The texture itself is just a radial gradient, with a bright yellow tone in the center, fading out gradually to full transparency.

Godot then runs this as the blend mode ‘Add’. Blend modes, for anyone that doesn’t know, are fairly standardized across many pieces of software dealing with visuals. The gist is that it decides how a layer visually effects the layer beneath it. ‘Add’ lightens the layer beneath it according to the brightness of the layer above it — so with the texture above, the center would be lighter than it’s surroundings, gradually fading away from the center. That’s exactly how a light should be.

Godot also has a ‘LightOcculder2D’ node. This is a two-dimensional polygon that, as the light emits and hits it, will remove the light texture in that direction to create the illusion of a shadow.

It’s essentially an invisible opaque wall, but it should be drawn to reflect the character that is drawing the shadow. Larger characters would have larger light occluders, for example.

And you’re ready to go. You toggle shadows and so long as the light occluder is within the light texture, it will draw a shadow. The shadow will continue until it reaches the end of the light texture.

I would love to have a global lighting system, for sunlight or moonlight, but this isn’t currently so easy in Godot. The Light2D shadows rely on the shadow extending as far as the light itself . The sun lasts as far as the horizon, so it would need additional data to figure out how long to cast the shadow for. One trick is to make an absolutely huge Light2D that covers the entire game, but this is pretty taxing and unpredictable. I’m still looking for other solutions. I would love to convey light breaking through foliage somehow.

The last thing I will mention is ‘Item Cull Mask’. In Godot, you assign each node to a different, labeled layer.
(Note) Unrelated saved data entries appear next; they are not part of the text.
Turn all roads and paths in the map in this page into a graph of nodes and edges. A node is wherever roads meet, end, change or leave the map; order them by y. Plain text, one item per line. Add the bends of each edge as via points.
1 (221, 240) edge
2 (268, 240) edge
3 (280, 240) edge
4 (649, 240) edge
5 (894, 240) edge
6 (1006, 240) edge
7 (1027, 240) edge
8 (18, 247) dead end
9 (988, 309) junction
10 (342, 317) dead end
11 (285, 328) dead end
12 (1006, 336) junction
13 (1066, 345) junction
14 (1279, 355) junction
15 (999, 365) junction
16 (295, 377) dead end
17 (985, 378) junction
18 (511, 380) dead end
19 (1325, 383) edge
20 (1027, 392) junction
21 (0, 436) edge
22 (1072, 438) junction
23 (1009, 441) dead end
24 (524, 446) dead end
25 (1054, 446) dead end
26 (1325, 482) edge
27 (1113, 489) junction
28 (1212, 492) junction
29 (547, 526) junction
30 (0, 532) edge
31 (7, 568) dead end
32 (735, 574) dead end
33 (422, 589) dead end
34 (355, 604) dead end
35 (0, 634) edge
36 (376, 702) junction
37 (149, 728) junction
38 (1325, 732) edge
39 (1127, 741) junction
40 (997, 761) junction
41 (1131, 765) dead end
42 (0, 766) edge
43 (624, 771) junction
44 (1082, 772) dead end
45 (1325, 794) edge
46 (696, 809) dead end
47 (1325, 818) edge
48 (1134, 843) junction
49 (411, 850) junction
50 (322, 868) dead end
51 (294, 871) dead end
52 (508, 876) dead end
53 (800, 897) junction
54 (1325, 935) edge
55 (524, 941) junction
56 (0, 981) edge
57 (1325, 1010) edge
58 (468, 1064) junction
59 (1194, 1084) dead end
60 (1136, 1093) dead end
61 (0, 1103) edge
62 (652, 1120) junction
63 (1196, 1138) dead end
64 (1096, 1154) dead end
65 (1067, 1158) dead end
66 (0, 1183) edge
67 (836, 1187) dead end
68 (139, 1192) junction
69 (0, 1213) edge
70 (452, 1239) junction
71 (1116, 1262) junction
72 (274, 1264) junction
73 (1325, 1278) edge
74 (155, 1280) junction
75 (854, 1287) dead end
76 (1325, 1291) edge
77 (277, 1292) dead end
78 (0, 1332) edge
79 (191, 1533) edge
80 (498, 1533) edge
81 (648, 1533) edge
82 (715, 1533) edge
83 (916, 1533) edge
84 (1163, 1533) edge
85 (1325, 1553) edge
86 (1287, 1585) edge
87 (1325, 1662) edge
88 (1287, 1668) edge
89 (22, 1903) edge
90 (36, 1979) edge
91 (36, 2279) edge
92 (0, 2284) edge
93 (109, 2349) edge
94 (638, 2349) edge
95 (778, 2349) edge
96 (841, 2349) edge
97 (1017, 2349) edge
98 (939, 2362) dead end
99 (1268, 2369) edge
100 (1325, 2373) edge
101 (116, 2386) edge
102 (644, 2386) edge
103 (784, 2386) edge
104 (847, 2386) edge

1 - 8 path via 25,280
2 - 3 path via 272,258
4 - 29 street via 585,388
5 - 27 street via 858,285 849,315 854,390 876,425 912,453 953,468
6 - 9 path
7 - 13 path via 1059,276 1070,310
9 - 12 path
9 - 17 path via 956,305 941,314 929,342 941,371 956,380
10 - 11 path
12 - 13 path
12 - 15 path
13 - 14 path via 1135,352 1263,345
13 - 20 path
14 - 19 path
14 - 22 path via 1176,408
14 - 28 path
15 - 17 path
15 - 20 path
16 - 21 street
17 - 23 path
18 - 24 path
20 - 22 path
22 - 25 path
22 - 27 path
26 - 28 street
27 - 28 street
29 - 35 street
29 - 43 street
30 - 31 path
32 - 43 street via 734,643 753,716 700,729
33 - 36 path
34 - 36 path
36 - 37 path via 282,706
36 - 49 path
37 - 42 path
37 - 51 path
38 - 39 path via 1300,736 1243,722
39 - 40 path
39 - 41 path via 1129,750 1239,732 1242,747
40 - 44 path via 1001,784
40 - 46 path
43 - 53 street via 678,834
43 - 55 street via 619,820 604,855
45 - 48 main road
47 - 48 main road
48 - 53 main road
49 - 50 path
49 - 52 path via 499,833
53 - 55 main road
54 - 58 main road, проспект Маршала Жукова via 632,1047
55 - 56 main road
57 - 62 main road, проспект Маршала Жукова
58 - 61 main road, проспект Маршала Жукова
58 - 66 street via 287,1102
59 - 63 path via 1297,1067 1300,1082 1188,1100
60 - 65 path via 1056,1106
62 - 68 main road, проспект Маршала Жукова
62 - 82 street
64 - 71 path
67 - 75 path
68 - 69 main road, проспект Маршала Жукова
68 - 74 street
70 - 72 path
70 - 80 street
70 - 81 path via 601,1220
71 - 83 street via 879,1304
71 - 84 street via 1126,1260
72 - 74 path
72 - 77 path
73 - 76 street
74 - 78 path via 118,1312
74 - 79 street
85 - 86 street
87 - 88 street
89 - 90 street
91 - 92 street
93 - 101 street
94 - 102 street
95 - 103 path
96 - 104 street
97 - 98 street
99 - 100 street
This helps the engine, but also me, to know what’s the ground, what’s the interface, what’s an NPC and so on. By ticking on only ‘env’, it means the shadow only casts itself along the ground, and not through items or characters, resulting in things looking unintentionally translucent.

I’m hoping to focus myself and make strides in the game’s mechanics themselves as top priority over the weeks leading up to Christmas.

I’ll be sharing as much as I can on the development along the way.